[spambayes-dev] Testing Tools Changes

Sun Apr 25 19:50:31 EDT 2004

I recently created new testing corpora for myself and ran various tests.  As
part of this, I made various changes to the testing scripts to make things
easier.  I'd like to know if anyone thinks any of these are worth checking
in:

export.py (in the Outlook2000 directory): I added a command-line option to
skip printing the total number of messages that would be exported.  I didn't
really care what this number was, and generating it took a long time.
PRO: This number doesn't seem all that useful.
CON: This complicates a fairly simple script with another option.

export.py: I added a command-line option to only export messages that were
received via a certain account.  I wanted an automatic method of separating
out messages from a couple of accounts, and this seemed the easiest way.  It
compares the "Delivered" or "Envelope" header to the given regex and only
exports if it matches.  In addition, if the account is "Exchange", then it
only exports if it appears to be an Exchange message (missing those headers;
has the "X-Exchange-Junk" stuff.
PRO: This is a handy way to only get certain messages out of Outlook.
CON: This complicates the script a fair bit, and I haven't done any checking
to see how robust the Delivered/Envelope headers are (all I know is that all
my non-Exchange messages have one or the other of these).

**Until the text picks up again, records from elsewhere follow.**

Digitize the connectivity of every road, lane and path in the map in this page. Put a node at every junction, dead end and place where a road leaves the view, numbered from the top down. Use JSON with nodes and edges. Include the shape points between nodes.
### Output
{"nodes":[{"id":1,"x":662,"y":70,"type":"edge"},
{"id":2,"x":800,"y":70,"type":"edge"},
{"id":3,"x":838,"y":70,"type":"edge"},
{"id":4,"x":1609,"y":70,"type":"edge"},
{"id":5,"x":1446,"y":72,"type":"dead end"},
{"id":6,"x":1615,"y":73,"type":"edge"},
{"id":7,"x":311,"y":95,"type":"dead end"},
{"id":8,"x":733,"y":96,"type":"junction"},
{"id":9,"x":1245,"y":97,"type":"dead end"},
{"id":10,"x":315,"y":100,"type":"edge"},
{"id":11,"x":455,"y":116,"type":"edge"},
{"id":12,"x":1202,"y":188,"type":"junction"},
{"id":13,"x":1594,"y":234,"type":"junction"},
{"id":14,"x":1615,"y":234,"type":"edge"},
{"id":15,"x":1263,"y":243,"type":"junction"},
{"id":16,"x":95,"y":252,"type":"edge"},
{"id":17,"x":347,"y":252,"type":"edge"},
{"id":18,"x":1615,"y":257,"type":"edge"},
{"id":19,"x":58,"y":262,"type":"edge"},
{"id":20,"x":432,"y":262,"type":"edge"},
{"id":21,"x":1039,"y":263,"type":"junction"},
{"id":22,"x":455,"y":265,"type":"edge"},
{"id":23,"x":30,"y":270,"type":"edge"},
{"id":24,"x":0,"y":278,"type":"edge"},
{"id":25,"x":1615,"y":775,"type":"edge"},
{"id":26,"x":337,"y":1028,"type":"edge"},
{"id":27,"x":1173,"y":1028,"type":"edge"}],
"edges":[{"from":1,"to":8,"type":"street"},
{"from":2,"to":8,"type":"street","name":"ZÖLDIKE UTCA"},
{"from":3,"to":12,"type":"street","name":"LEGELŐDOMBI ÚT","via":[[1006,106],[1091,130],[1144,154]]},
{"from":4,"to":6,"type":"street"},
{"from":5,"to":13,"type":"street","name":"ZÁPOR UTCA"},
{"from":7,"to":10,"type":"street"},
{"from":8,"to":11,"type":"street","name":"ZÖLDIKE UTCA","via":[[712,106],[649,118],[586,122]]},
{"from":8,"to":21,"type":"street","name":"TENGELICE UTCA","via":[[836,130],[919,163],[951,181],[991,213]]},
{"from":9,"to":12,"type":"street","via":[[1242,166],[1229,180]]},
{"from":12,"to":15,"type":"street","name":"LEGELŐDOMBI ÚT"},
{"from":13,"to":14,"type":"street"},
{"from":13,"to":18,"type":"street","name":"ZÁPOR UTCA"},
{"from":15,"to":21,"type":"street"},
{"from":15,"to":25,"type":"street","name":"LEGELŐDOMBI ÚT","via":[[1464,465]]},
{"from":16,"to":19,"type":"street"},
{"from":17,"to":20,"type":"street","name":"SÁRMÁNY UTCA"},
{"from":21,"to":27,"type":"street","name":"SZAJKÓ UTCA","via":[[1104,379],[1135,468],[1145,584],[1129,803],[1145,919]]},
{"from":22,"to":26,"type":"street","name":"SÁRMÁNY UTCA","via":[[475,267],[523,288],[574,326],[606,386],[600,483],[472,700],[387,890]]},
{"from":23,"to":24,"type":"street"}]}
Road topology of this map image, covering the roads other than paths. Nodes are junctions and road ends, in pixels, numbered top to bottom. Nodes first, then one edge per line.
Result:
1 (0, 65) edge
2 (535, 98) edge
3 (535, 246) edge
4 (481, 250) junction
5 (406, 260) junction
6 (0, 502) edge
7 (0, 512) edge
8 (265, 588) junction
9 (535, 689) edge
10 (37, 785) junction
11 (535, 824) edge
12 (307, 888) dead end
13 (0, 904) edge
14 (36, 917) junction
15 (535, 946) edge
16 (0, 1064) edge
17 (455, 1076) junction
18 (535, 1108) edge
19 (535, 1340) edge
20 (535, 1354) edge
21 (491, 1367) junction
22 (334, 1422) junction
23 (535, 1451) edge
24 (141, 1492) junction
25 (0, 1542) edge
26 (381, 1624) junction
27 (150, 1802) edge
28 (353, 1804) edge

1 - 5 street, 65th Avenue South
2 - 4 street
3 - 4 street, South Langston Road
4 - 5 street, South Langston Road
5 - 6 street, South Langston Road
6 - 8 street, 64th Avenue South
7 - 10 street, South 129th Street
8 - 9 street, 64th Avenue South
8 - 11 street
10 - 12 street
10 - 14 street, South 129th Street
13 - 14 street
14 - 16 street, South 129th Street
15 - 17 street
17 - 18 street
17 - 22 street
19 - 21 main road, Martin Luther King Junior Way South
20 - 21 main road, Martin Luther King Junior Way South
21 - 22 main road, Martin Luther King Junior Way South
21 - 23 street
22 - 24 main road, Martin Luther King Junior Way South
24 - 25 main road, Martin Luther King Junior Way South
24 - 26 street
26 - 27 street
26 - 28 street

msgstore.py (in the Outlook2000 directory): When creating the 'faked up'
Exchange headers, I added a "X-Exchange-Delivery-Time" header, which the
data from that Outlook property.  Without this, a lot of the exported
messages couldn't be sorted by the incremental testing stuff, so ended up at
the end, which isn't really accurate.
sort+group.py: If it can't find any received headers, check for a 
sort+"X-Exchange-Delivery-Time" header, and use that instead.
PRO: This is a very simple change, and doesn't have any effect on
classification, and improves the accuracy of incremental testing.
CON: This gets added every time that we add fake headers for an Exchange
message, and there is presumably a (very small, I think) cost involved with
that - this includes day-to-day use of the plug-in, when this has no effect
at all.

mksets.py: added -H and -S command-line options to specify an alternative
pair of directories to create the sets in, rather than being fixed to
"Data/Ham" and "Data/Spam".
PRO: This is more like the other scripts.
CON: ?

incremental.py: at the moment, it uses *all* mail in Data/ - I changed it to
use the TestDriver hamdir/spamdir options only (so that you can have
multiple corpora in the Data/ directory, but test only some of it).
PRO: Makes the incremental testing more like the timcv stuff which more
people are familiar with.  Also easier to use, IMO.
CON: Changes the way the script works, so could break existing testing
setups.

fpfn.py: added a command-line flag to also print out unsures (IIRC this
script predates unsures) as well as fp and fn.
PRO: Especially when one reaches the Peters barrier and has very few fp or
fn, looking at the unsures is interesting.
CON: Complicates a very simple script (there are no command-line options at
the moment) and don't fit the name (but having a 'fpfnunsure.py' script that
does this seems pointless).

I also changed fpfn.py to print out each message and offer to move it to the
corresponding ham/spam set (I used it to check for misclassified messages),
but it doesn't seem like this is a good addition to the script.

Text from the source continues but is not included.